* _REQUIREMENT_
Where a line holds the word "roads", copy that line from the data below.

# # # # # # #

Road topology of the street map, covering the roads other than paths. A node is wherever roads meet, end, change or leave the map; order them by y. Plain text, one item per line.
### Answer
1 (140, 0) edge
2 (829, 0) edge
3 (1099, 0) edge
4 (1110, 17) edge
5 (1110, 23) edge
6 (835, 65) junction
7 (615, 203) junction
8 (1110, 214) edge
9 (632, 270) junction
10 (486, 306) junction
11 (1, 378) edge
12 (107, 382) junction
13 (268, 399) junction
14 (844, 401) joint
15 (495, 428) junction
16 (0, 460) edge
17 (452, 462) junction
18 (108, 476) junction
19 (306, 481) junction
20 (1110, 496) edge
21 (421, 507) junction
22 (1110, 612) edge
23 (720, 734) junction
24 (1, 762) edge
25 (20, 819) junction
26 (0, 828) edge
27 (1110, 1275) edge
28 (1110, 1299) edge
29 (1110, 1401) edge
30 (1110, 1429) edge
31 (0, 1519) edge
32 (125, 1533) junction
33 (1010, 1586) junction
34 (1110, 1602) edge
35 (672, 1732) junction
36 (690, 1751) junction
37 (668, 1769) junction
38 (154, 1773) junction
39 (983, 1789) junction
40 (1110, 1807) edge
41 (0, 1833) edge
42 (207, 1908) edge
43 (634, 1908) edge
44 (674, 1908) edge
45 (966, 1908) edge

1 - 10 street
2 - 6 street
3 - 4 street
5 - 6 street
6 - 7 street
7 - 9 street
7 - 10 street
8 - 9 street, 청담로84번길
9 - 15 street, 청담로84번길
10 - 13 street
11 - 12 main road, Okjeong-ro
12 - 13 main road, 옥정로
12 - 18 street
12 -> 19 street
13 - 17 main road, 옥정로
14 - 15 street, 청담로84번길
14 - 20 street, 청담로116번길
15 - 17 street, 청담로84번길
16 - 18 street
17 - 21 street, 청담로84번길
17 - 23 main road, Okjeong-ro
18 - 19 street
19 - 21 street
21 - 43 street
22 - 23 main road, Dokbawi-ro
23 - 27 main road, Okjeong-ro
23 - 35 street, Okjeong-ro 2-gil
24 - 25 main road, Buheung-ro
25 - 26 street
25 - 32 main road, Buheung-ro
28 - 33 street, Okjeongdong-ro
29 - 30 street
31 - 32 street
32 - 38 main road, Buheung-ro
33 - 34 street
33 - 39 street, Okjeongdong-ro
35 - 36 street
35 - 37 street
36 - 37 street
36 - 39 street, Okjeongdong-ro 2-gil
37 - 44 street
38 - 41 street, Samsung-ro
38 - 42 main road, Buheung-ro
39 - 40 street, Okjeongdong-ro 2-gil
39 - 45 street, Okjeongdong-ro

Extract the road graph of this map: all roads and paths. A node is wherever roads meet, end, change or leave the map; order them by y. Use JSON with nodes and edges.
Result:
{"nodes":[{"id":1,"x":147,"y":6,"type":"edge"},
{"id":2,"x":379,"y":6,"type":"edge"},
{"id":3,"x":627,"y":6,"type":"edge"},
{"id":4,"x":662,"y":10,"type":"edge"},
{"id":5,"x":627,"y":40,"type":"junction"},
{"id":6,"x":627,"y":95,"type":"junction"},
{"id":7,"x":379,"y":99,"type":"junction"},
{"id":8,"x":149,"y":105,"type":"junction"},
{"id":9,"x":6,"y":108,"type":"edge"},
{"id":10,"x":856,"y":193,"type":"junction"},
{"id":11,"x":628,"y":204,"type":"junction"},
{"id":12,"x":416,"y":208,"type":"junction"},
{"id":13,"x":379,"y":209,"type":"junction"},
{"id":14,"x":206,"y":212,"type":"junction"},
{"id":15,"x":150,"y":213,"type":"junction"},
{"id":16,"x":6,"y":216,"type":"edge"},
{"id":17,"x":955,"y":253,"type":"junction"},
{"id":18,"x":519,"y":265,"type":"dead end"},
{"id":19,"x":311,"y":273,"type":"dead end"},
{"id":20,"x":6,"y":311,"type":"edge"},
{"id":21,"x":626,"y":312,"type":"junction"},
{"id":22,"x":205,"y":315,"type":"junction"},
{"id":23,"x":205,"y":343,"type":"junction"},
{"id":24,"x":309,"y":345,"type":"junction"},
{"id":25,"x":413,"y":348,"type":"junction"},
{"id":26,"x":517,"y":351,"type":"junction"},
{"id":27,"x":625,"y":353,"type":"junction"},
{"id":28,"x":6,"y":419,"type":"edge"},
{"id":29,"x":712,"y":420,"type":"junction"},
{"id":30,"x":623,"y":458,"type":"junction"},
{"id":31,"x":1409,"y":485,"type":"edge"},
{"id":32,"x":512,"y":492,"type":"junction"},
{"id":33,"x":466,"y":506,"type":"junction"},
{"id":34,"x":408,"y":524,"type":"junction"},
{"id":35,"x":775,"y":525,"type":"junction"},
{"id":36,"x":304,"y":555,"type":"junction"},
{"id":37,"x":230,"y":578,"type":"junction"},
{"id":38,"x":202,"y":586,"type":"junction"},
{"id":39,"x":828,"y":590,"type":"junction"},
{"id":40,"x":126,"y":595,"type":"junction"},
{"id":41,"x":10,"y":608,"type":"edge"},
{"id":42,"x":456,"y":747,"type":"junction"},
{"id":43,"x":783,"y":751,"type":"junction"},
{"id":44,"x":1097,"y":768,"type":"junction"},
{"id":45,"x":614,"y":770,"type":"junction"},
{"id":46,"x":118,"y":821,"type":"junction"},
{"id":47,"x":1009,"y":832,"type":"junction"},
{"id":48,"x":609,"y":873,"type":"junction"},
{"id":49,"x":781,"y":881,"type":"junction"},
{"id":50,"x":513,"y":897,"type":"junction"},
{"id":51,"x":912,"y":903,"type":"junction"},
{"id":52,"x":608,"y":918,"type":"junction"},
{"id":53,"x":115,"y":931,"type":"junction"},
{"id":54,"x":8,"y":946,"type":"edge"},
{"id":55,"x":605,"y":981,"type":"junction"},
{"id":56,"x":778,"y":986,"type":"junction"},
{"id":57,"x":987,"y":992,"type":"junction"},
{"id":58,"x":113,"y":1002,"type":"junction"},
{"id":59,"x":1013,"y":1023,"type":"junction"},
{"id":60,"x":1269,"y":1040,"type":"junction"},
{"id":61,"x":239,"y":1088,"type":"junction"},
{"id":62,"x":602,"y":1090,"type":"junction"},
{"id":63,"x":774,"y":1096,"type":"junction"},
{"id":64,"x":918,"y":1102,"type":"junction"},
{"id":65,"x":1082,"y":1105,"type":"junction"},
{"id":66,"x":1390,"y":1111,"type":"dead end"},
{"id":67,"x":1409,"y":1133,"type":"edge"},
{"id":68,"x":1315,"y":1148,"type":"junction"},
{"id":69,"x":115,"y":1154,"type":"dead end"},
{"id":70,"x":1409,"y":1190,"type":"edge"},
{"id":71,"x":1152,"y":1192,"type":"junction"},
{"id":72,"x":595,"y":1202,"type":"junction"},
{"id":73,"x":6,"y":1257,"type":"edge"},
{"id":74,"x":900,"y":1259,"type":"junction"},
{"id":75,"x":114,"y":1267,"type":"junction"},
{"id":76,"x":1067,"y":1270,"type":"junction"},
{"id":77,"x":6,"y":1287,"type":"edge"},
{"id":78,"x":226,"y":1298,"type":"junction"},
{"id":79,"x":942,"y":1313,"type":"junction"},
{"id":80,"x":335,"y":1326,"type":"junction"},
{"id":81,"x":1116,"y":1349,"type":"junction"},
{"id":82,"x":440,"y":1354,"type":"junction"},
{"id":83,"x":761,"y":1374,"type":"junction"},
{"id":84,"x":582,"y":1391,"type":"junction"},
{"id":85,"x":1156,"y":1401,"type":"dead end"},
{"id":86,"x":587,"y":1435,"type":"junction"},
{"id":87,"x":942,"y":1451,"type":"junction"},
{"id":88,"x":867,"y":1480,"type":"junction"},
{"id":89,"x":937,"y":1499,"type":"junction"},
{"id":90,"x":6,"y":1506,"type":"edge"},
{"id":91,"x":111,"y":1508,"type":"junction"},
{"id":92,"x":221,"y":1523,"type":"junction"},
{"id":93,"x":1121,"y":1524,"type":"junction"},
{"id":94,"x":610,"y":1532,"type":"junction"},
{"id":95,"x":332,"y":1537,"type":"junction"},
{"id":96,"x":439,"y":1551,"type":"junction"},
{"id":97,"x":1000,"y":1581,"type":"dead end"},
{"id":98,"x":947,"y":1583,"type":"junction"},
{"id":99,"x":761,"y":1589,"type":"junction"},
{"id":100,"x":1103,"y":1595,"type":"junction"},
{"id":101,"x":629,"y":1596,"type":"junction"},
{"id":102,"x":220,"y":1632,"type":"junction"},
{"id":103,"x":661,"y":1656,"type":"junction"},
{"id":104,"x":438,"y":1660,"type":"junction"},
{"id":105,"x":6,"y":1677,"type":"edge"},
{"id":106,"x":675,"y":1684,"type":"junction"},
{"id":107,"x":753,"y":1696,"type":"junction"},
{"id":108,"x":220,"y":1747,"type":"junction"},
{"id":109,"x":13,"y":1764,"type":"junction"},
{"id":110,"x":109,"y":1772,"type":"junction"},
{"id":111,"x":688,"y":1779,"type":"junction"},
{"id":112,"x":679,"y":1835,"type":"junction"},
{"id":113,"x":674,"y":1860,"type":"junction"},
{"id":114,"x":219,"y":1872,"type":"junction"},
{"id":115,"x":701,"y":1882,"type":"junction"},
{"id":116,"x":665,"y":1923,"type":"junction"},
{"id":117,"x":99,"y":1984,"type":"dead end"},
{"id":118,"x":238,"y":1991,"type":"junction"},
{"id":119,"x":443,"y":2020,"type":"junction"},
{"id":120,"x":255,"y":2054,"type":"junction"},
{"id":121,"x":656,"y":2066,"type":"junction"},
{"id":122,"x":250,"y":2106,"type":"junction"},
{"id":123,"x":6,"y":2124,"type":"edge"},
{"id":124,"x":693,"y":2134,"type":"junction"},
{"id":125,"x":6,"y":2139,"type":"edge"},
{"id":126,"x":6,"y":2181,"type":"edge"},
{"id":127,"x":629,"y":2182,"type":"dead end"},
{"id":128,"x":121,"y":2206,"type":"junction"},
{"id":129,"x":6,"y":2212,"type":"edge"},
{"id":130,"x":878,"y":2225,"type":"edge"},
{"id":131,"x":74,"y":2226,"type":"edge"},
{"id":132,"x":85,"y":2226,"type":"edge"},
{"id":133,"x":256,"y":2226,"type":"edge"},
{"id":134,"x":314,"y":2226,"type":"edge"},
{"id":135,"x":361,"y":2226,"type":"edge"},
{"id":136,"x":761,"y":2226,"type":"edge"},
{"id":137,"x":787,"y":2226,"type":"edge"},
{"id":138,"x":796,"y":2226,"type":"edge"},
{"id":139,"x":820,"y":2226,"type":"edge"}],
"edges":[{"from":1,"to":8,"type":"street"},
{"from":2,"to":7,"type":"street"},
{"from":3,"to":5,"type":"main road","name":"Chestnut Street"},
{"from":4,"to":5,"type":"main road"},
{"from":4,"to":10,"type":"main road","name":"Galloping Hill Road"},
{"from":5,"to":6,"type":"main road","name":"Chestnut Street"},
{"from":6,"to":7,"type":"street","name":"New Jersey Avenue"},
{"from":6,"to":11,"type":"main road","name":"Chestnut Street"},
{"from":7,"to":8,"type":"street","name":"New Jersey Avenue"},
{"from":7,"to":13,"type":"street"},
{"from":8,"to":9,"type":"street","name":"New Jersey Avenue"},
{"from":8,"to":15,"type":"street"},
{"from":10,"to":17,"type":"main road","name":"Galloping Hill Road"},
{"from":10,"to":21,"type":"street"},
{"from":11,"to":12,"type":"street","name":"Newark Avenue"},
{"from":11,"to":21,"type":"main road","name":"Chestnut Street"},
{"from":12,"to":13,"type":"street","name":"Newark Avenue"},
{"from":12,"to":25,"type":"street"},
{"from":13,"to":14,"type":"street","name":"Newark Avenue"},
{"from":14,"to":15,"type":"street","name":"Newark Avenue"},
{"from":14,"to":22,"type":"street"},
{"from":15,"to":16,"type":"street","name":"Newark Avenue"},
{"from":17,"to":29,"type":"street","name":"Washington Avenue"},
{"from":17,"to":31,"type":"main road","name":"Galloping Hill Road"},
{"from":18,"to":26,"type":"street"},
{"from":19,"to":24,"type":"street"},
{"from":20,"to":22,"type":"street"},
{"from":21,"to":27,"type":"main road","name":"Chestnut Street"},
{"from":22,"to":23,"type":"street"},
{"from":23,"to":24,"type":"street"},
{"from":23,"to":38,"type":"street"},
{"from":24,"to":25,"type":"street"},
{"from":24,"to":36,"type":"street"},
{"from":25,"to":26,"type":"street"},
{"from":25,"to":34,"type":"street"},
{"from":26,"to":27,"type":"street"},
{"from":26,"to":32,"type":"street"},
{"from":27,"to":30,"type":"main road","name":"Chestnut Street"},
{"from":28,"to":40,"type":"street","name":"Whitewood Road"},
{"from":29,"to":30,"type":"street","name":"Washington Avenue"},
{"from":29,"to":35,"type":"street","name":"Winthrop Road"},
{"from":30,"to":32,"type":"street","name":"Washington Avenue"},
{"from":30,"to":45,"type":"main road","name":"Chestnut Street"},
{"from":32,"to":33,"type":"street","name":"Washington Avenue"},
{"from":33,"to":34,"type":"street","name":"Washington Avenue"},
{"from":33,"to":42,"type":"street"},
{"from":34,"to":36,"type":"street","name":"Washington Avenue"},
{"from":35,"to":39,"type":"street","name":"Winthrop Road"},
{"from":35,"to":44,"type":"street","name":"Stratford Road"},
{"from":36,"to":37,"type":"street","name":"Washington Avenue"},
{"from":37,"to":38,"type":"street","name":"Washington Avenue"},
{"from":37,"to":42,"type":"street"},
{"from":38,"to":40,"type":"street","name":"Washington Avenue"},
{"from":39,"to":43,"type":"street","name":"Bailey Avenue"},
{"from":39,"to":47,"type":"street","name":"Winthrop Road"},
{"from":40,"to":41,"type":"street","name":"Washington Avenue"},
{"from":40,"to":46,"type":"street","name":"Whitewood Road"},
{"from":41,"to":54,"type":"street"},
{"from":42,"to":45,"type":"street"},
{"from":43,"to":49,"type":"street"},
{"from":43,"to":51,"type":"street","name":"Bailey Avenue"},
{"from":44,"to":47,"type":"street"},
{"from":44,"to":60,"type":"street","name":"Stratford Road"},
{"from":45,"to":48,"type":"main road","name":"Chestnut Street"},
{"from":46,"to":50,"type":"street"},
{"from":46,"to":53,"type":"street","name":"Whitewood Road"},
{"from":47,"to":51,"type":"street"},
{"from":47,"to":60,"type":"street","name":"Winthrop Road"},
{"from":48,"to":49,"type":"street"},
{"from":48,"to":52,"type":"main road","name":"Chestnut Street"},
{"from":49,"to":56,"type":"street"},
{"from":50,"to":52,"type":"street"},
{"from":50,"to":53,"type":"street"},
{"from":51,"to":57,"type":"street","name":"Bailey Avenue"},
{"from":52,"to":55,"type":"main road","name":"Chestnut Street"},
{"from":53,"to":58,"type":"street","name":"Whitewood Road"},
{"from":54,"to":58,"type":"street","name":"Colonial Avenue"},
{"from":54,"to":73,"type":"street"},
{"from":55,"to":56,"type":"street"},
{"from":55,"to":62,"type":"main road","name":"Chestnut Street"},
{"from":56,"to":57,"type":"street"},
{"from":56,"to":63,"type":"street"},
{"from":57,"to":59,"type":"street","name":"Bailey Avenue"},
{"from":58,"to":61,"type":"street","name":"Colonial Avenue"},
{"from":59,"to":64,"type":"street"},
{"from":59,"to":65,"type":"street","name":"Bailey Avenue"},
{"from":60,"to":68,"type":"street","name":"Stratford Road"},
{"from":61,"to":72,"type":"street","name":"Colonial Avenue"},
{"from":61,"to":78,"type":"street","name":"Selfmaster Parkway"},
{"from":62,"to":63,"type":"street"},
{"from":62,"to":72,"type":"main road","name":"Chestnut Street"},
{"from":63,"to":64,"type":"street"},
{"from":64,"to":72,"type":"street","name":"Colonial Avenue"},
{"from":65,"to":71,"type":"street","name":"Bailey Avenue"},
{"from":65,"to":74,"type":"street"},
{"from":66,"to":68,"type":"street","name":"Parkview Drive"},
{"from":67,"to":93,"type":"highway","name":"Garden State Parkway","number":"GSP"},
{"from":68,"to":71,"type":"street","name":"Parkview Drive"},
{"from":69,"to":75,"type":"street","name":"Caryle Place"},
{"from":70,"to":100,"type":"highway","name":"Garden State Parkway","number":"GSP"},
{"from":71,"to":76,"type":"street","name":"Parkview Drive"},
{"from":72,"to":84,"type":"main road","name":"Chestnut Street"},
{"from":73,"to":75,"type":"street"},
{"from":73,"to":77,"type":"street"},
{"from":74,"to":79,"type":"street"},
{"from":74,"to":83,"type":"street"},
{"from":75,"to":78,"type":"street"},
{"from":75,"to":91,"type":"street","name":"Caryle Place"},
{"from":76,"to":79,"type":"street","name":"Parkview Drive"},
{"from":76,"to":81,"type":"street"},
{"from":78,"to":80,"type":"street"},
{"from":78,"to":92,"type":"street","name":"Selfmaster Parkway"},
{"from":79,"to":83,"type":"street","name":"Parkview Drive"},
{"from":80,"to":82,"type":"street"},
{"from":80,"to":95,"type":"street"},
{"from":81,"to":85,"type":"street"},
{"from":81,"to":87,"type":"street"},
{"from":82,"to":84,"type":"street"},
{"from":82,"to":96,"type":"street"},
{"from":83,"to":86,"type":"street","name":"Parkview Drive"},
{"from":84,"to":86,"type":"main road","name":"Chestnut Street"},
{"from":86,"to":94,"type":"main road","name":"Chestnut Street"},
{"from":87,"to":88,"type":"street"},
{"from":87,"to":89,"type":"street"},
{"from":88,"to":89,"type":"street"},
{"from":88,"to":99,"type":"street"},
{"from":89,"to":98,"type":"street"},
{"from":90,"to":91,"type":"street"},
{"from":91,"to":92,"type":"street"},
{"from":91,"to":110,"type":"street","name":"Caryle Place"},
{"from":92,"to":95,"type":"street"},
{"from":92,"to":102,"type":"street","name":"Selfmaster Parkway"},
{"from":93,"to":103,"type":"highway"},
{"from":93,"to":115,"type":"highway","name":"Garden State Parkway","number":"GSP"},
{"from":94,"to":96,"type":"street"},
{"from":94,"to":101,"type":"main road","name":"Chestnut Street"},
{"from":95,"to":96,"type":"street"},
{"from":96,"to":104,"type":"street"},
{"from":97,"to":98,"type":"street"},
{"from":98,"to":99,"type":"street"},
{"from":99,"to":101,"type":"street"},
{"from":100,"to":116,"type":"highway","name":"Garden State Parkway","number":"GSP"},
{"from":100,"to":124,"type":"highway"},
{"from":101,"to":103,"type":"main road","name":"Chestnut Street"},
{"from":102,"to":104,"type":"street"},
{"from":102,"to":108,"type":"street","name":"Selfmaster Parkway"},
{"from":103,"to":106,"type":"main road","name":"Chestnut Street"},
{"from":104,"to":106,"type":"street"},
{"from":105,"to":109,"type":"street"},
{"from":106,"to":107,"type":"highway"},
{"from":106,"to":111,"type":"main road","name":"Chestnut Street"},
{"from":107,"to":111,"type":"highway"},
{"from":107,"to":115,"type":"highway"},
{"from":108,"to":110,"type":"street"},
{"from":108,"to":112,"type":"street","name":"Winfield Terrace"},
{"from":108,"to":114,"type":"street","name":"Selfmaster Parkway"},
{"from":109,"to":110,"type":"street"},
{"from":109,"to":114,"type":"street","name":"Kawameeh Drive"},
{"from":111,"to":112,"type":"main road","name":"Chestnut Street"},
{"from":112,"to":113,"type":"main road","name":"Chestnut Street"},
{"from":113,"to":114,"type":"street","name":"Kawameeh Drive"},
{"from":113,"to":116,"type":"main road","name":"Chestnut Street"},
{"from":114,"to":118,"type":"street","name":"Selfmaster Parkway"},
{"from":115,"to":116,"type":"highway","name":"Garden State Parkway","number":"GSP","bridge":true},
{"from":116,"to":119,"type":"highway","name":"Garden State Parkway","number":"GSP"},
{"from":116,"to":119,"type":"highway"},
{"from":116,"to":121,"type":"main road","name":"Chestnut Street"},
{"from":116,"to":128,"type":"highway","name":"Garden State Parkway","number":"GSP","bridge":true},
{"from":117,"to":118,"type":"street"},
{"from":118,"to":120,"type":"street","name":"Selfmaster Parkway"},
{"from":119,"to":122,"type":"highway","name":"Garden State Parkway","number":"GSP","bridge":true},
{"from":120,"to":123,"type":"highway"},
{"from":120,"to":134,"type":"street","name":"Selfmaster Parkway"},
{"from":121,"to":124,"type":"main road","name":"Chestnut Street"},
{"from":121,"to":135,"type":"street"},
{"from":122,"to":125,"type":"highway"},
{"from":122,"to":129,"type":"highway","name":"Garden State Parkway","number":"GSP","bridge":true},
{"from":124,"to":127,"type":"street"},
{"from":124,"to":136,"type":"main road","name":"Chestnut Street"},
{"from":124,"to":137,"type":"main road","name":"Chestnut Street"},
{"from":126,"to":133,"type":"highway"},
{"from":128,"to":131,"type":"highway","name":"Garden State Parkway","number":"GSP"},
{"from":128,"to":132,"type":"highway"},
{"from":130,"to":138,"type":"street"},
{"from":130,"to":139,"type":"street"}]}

# # # # # # #

* _REPLY_
Road topology of the street map, covering the roads other than paths. A node is wherever roads meet, end, change or leave the map; order them by y. Plain text, one item per line.
Extract the road graph of this map: all roads and paths. A node is wherever roads meet, end, change or leave the map; order them by y. Use JSON with nodes and edges.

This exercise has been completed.